Sitting on the bottom of the sea, surrounded by the kelp forests, past the shelf of the beach near where she lives, Neen sees another face amongst the swaying tendrils of seaweed. She is not alarmed, for this is the place she feels most at peace, her refuge from the unanswered questions of the world above, a world where she is an orphan. Her father died at sea when she was a babe and her mother disappeared 12 months later, some say, returning to the sea from whence she came.

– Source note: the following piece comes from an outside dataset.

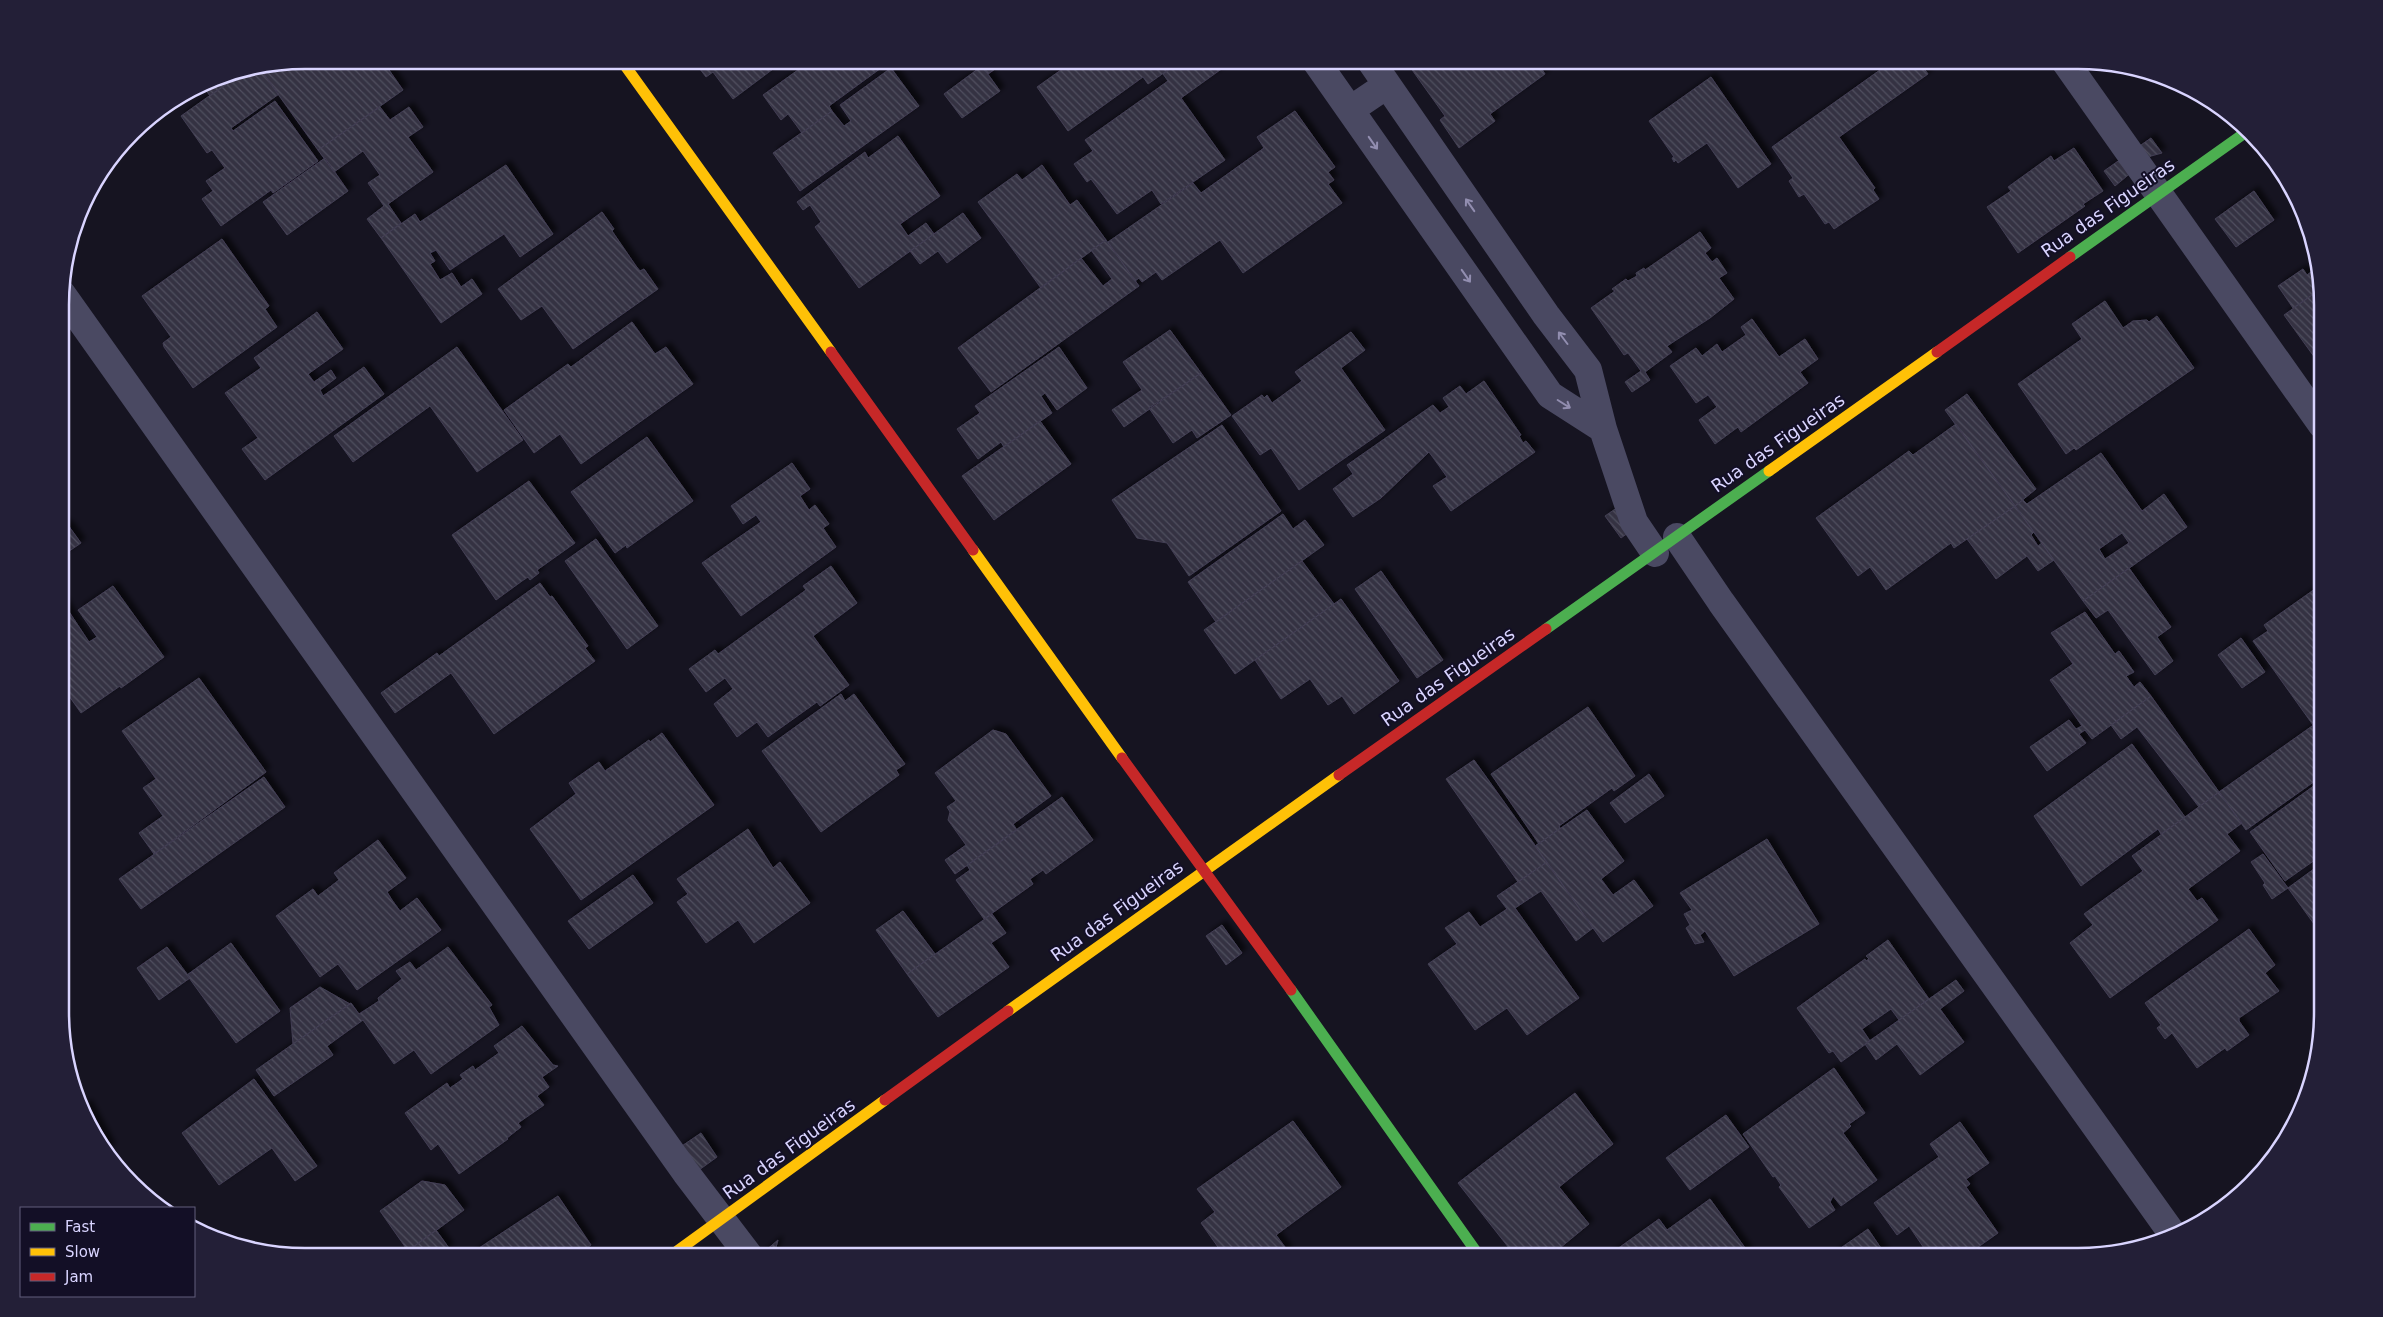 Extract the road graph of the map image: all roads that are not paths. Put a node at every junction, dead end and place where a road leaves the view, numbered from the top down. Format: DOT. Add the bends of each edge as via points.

The opening sequences draw the reader in, the switch and sway of the seaweed almost mesmerizing as the reader ponders the girl's situation in life. Her unsympathetic aunt draws our censure as Neen tries hard to be of use to this bitter woman, but is sent off to do the most difficult of tasks to keep them alive. Her one friend is the blind musician, Scully, who appears to know more than he lets on, seemingly giving Neen information through stories about the past. But it is her aunt's story that shakes her to her foundations, told when a stranger is rescued from the sea, half drowned and talking of a mermaid saving him.
The stories ebb and flow like the tide, giving explanations for what has happened in the past, giving authority to people's lives, but it is when Neen finds her mother's bones deep in a cave beneath the tide line that she wonders about the stories she has been told, and where her story may lie. This gentle story of Neen's coming of age will have readers following the story with delight as they ponder the truth. For Neen the truth is the story she eventually tells of her mother's life, one that she can retell easily: a story separate from those she has been told. The stories that make up people's lives are slippery and changeable, just as is Neen's mother's story and Braxton-Smith has eloquently shown how stories can alter according to circumstances. Lower secondary girls in particular will adore this imaginative tale and think long about the stories of their own lives.